Akademik Veri Yönetim Sistemi
Biotechnology Letters, cilt.47, sa.6, 2025 (SCI-Expanded, Scopus)
Polyphenol oxidase (PPO) enzymes perform enzymatic browning reactions by hydroxylation of monophenols to o-diphenols and oxidation of o-diphenols to o-quinones called phenolic substances in foods. Medlar fruit (Mespilus germanica L.) was used as an enzyme source which is a rich antioxidant and antiviral properties as well as its commercial value in food industry. PPO enzyme was partially purified using the homogenization step and ammonium sulfate precipitation 0–80%, respectively. Characterization studies were applied to determine the optimum substrate, buffer concentration, pH, and temperature for catechol as 0.1 M, pH: 6.8, and 15 ˚C, respectively. Vmax and KM values of medlar PPO for catechol were calculated as 12,542.46 IU and 2.5 mM, respectively. Following, PPO enzyme was purified by Sepharose 4B-L-tyrosine-p-aminobenzoic acid (S-4B-TABA) and Sepharose 6B-L-tyrosine-p-aminobenzoic acid (S-6B-TABA) affinity gels.

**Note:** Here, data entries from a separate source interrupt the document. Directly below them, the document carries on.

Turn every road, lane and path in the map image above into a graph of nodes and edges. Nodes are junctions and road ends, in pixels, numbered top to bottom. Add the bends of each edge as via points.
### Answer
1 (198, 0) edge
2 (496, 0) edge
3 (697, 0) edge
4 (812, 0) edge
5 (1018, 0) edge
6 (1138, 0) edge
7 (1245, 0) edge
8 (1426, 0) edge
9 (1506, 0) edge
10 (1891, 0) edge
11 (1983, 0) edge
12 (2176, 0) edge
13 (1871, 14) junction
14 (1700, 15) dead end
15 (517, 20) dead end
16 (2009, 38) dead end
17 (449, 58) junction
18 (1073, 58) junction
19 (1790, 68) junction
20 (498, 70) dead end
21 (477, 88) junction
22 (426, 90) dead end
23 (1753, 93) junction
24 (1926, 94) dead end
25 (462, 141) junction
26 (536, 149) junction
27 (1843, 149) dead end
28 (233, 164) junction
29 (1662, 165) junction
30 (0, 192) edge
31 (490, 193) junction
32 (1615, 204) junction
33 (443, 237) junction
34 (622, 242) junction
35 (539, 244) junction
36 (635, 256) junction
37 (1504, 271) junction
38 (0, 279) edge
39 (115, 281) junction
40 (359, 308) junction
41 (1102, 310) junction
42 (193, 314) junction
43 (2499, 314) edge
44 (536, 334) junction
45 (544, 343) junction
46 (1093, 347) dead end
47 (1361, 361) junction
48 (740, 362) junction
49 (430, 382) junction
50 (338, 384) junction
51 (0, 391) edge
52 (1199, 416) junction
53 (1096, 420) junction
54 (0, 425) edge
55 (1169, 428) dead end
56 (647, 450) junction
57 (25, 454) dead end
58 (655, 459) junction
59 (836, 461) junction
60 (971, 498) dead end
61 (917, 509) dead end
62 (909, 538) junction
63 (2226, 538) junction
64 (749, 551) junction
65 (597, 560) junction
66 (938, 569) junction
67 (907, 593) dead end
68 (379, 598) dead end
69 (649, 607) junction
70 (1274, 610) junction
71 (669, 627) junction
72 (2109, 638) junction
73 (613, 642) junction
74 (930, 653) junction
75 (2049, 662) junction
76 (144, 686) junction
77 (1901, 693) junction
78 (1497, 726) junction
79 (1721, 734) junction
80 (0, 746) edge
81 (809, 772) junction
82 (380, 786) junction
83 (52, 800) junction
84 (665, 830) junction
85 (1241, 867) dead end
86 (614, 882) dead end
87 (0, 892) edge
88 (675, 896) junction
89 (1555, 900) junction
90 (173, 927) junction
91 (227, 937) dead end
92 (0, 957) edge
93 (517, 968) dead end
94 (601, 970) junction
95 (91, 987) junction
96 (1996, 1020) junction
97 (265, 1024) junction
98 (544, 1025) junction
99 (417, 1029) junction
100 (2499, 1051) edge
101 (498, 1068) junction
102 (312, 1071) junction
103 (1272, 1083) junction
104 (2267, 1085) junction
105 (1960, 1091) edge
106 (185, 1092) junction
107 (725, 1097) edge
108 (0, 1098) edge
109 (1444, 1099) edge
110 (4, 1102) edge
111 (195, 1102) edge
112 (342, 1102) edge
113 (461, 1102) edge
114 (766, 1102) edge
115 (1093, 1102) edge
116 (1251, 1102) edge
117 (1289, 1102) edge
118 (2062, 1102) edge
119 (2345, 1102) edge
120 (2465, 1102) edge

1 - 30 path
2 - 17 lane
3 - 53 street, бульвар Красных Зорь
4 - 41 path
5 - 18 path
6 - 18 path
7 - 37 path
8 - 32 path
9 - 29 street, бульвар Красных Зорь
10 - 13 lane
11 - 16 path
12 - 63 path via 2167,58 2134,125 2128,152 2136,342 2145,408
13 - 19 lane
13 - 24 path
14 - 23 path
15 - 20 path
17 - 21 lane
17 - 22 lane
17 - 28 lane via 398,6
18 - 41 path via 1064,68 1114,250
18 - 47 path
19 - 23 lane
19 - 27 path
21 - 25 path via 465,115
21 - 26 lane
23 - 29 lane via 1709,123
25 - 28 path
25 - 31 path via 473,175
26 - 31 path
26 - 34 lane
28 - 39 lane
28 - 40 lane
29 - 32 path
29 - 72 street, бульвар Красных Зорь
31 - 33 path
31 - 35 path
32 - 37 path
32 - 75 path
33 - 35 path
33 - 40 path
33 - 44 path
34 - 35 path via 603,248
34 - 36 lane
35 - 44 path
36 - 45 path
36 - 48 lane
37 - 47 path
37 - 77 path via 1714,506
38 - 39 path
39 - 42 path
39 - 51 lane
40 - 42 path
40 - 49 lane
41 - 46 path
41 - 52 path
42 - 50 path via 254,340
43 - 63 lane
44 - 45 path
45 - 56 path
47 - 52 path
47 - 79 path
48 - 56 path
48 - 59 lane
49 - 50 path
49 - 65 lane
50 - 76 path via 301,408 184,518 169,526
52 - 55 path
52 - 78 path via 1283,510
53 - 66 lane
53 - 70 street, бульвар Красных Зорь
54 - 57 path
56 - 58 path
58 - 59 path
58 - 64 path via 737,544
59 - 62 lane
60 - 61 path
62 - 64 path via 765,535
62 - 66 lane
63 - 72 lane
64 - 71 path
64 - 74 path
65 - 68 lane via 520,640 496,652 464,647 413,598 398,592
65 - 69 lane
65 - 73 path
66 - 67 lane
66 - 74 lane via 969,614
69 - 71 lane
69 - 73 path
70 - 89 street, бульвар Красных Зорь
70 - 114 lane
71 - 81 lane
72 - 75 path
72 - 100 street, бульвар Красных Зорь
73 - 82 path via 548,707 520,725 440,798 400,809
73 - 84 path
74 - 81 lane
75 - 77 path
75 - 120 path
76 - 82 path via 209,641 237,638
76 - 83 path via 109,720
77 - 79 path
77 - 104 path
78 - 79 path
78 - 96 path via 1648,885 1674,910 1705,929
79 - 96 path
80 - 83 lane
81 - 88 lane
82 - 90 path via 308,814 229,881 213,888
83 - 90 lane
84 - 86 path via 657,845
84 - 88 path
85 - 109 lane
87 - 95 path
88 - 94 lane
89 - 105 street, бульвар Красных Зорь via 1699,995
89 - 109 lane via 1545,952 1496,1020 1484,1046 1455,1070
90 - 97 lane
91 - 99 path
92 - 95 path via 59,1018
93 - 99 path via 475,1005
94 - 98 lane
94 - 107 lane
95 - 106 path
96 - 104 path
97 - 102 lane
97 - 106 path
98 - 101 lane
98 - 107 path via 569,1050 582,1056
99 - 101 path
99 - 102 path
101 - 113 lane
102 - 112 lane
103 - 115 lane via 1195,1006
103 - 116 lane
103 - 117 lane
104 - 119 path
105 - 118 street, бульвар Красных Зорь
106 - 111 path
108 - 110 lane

Purification degrees were achieved as 54.0 and 4.8 for S-4B-TABA and S-6B-TABA, respectively. The medlar PPOs purified by S-4B-TABA and S-6B-TABA affinity gels exhibited a single band at a level of 40 kDa in Native PAGE and SDS-PAGE that the enzyme was concluded to have only one single subunit. Medlar PPO was firstly achieved to be purified by affinity chromatography in this study. No any study about purification of medlar PPO by affinity chromatography has been found in literature yet.